When we arrived at another hotel to catch the 4 hour bus ride to the 14 hour train ride, we were told the bus was cancelled due to some strike. HUH?? How were we go get to the train? We were told that we could take a tuktuk to the next town, Gaya, 14 km away, and catch a train from there to Patna, where we had reservations on the 14 hour train ride to the town that would see us on another bus to Darjeeling. Ok, fine. We got to Gaya in plenty of time; however the only space available on the train was General Class. YIKES! This is the class that you see on TV where they are squashed in like sardines and even riding on the roof. (I've seen guys on the roof of buses, but not on trains.) What choice did we have?
You know the saying, “The other side of the tracks”? I think it came from India. Platform 8 was the farthest one from the station. You have to go up and over the trains to get to the various platforms. The steps to get to platform 8 sort of got worse and worse, the further from the station we got. Finally, down the steps to platform 8. Well, there was no 'platform', only dirt and piles of garbage to walk around. There were people cooking over open fires beside the tracks. We found a carriage that seemed to have some room, and, surprisingly, had a very pleasant journey. The seats were hardly padded, but it was not overly crowded and with a fan every ½ meter on the ceiling, it was quite airy.
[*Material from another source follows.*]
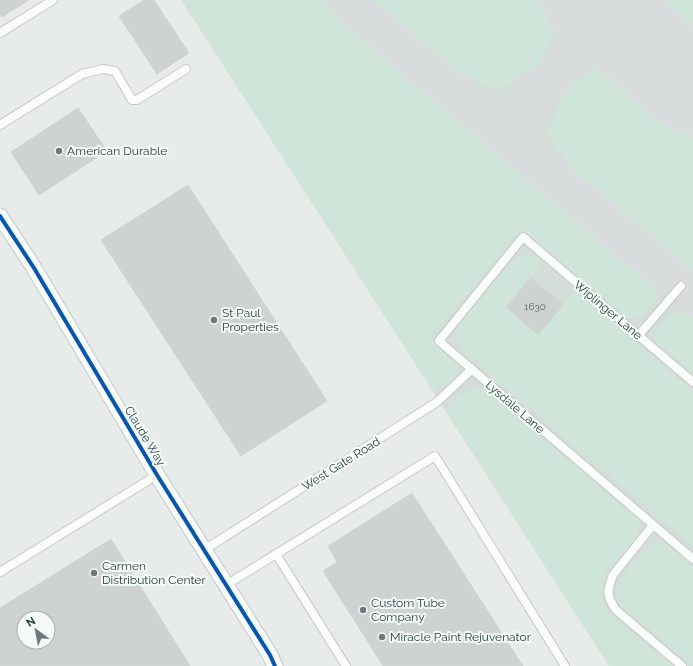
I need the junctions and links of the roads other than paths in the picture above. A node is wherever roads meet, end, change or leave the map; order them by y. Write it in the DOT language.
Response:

It turned out to be faster and better than the bus :)
We certainly were the highlight of the journey for the locals. They kept staring at us and our belongings. I brought out my e-book and the fellow next to me just kept staring at it. Finally he asked me “TV? DVD?” I said “book”. He had a totally confused look. The Japanese fellow, who was also thrust onto this General Class due to the bus strike, had guys practically on his lap looking at his i-phone. Michaela made the mistake of taking a picture of the gawking men, instantly they all had their cell phone cameras out to take pictures of us. Served us right....
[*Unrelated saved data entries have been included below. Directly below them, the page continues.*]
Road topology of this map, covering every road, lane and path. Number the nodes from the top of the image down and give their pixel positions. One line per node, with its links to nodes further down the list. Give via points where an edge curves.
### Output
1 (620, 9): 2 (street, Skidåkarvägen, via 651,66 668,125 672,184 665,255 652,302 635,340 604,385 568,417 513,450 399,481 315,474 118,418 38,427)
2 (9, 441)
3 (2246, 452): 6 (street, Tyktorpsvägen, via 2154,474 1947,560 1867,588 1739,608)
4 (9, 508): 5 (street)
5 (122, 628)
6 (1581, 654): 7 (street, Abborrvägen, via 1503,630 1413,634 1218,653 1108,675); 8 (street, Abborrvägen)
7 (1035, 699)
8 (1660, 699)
We had 5 hours to kill in Patna. Patna has to be the most contradictory of cities. The train station has beautiful tiled mosaics covering the walls and had benches. The smell is what gets you. It reeked of urine!! Once we got outside we knew why. Rather than cross the street and go to the toilets, men were going beside the building in a small alcove. There was a river of piss. We dropped our big bags at a cloak room and headed off for some food.
We turned right at the main street and it was littered with street vendors, selling everything but food. We asked a shop owner where was a good place to sit and eat. He pointed in the opposite direction and gave the name of a restaurant. We crossed the street and headed that way. We found a restaurant, we think it was the one recommended, and had some food.
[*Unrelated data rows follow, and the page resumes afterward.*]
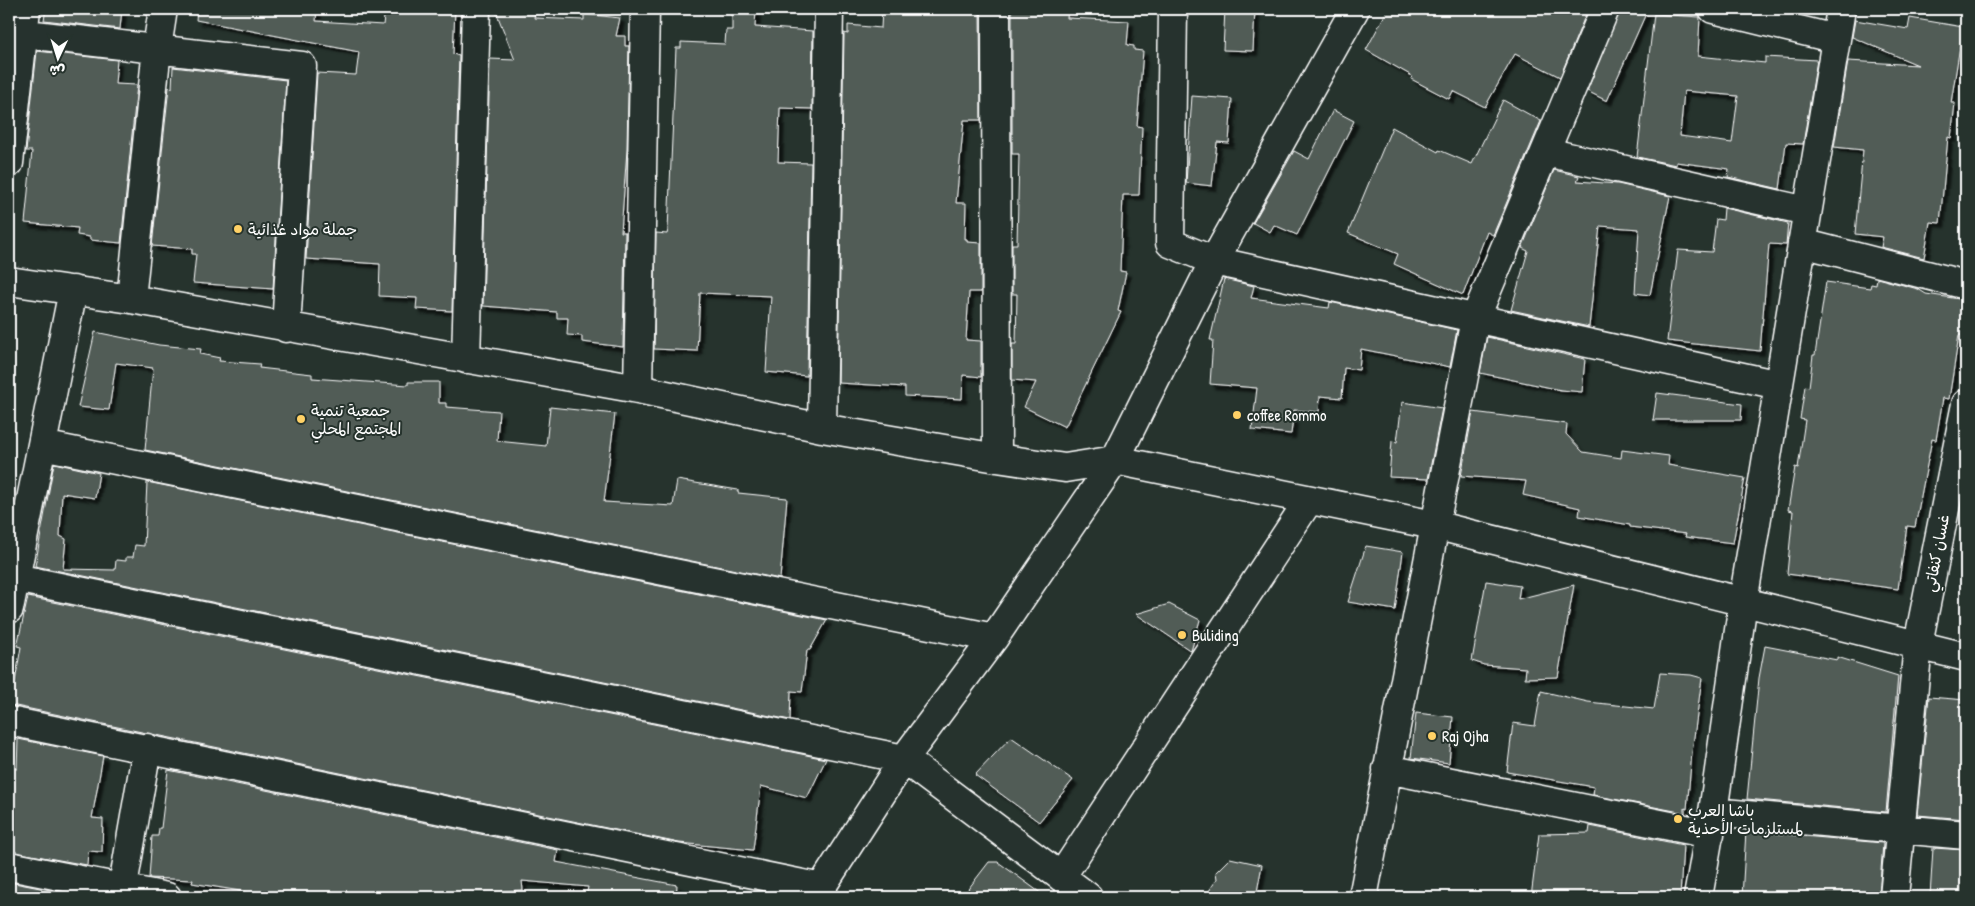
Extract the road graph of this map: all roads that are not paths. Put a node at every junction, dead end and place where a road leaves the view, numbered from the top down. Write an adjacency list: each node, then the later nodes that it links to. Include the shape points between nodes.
1 (163, 9): 13 (street)
2 (476, 9): 25 (street)
3 (645, 9): 27 (street)
4 (829, 9): 29 (street)
5 (996, 9): 31 (street)
6 (1173, 9): 18 (street, via 1170,243)
7 (1354, 9): 18 (street)
8 (1604, 9): 14 (street)
9 (1713, 9): 12 (street)
10 (1841, 9): 12 (street)
11 (19, 25): 13 (street); 15 (street)
12 (1836, 39): 16 (street)
13 (157, 48): 22 (street); 24 (street, via 302,66)
14 (1546, 152): 16 (street); 23 (street)
15 (9, 163)
16 (1808, 211): 17 (street)
17 (1802, 244): 20 (street); 26 (street)
18 (1214, 261): 23 (street); 32 (street)
19 (9, 281): 21 (street)
20 (1966, 285)
21 (73, 290): 22 (street); 30 (street)
22 (131, 299): 24 (street)
23 (1475, 319): 26 (street); 35 (street)
24 (286, 328): 25 (street)
25 (466, 358): 27 (street)
26 (1779, 385): 37 (street)
27 (638, 389): 29 (street)
28 (1966, 404): 40 (street, غسان كنفاتي)
29 (822, 428): 31 (street)
30 (42, 445): 34 (street); 39 (street)
31 (997, 458): 32 (street, via 1064,468)
32 (1115, 460): 33 (street); 39 (street)
33 (1309, 500): 35 (street); 50 (street)
34 (17, 524): 36 (street)
35 (1434, 526): 37 (street); 45 (street)
36 (15, 578): 38 (street); 44 (street)
37 (1743, 602): 40 (street); 46 (street)
38 (9, 609)
39 (994, 638): 44 (street)
40 (1918, 644): 41 (street); 47 (street, غسان كنفاتي)
41 (1966, 657)
42 (9, 721): 43 (street)
43 (147, 748): 51 (street); 52 (street)
44 (904, 759): 50 (street); 52 (street)
45 (1387, 769): 46 (street); 55 (street)
46 (1711, 823): 47 (street); 56 (street)
47 (1899, 830): 48 (street); 57 (street, غسان كنفاتي)
48 (1966, 835)
49 (9, 866): 51 (street)
50 (1061, 876): 54 (street)
51 (122, 893): 53 (street)
52 (818, 893)
53 (167, 897)
54 (1088, 897)
55 (1363, 897)
56 (1698, 897)
57 (1894, 897)

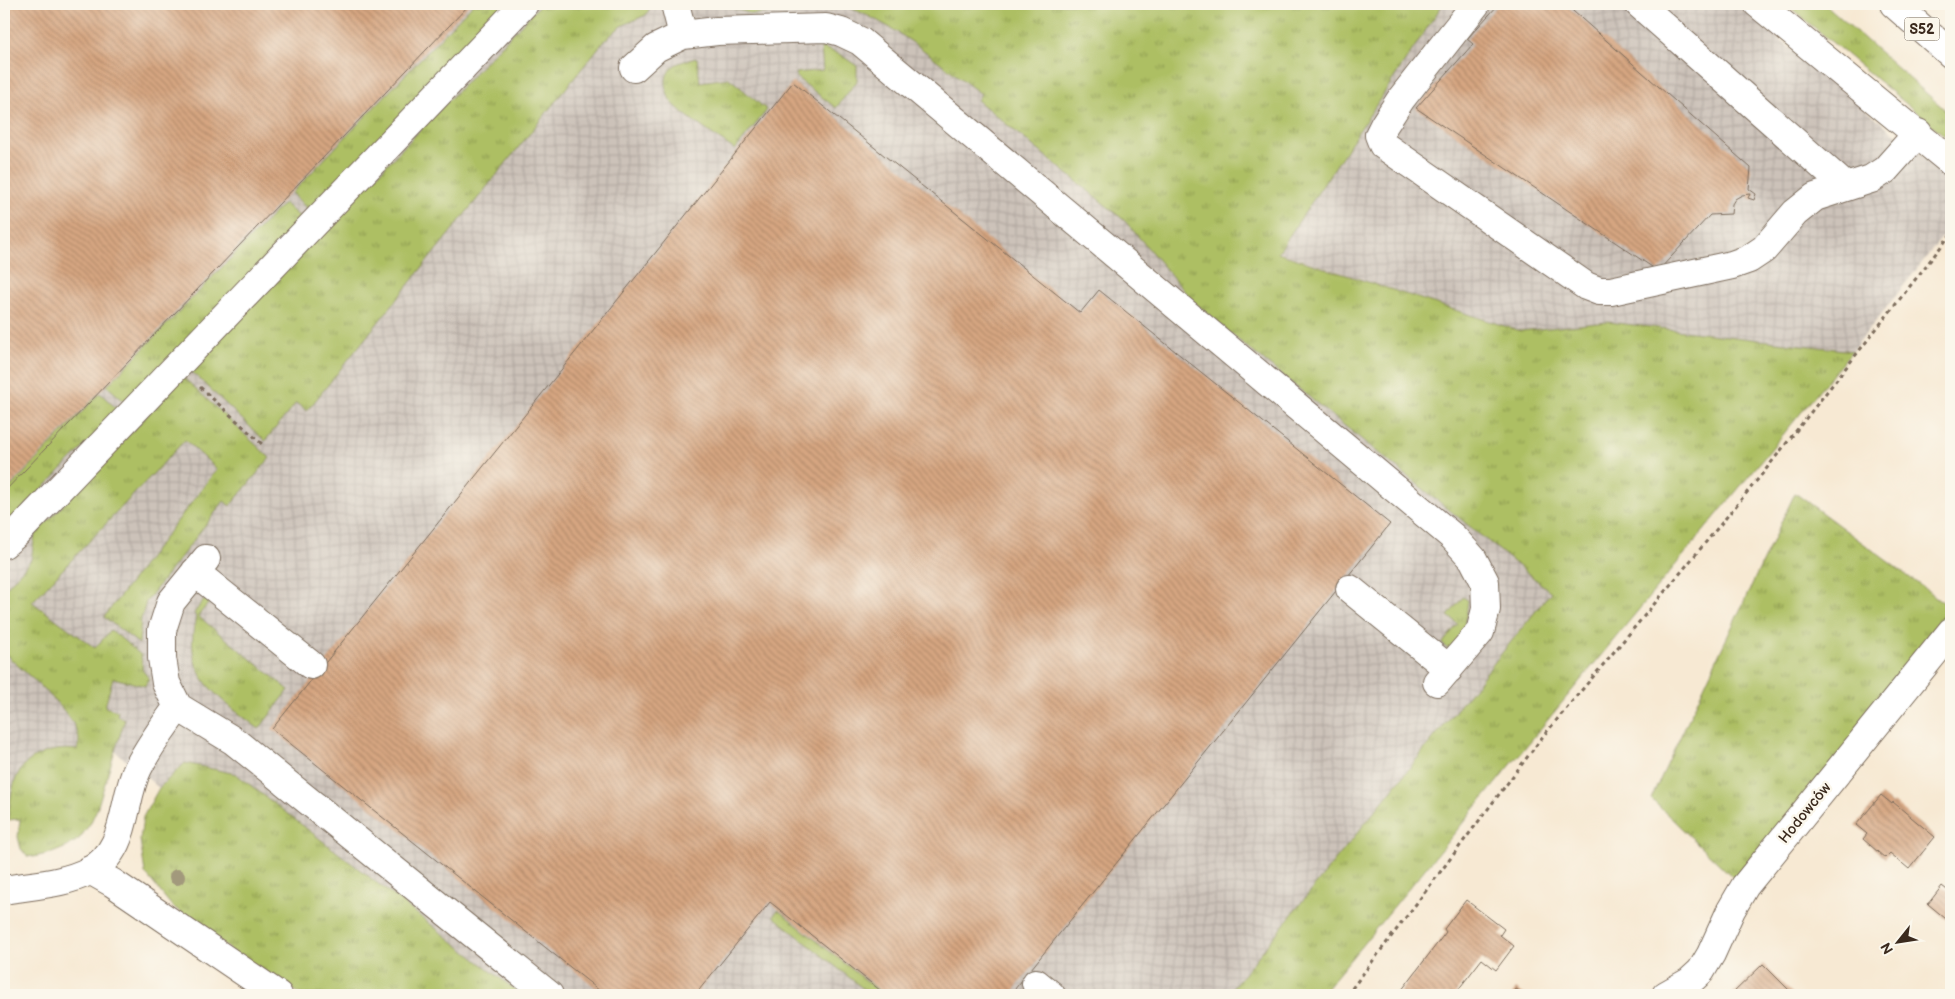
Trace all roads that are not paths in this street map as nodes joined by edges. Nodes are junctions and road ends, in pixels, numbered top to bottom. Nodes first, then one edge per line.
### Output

We still had several hours to kill, so we thought we'd wander further up the street to see if we could find an internet cafe. The further we went the nicer it got. There were posh shops, brand name shops (Reebok, Levi's, TATA jewellers) and even a proper restaurant with waiters in white suits bustling in and out of the kitchen reminding me of a bee hive, and proper ice cream served! Not one person in the restaurant stared at us. But they had no bathroom – makes you wonder where the countless staff goes.... So we went back to the first restaurant, where we met up with the Japanese fellow, and decided to sit and have tea until our train time.
I am writing this on the train. The sleeper cars are quite comfortable and even have a place to plug in to recharge our computers. We have a 3 hour jeep ride ahead to take us to Darjeeling.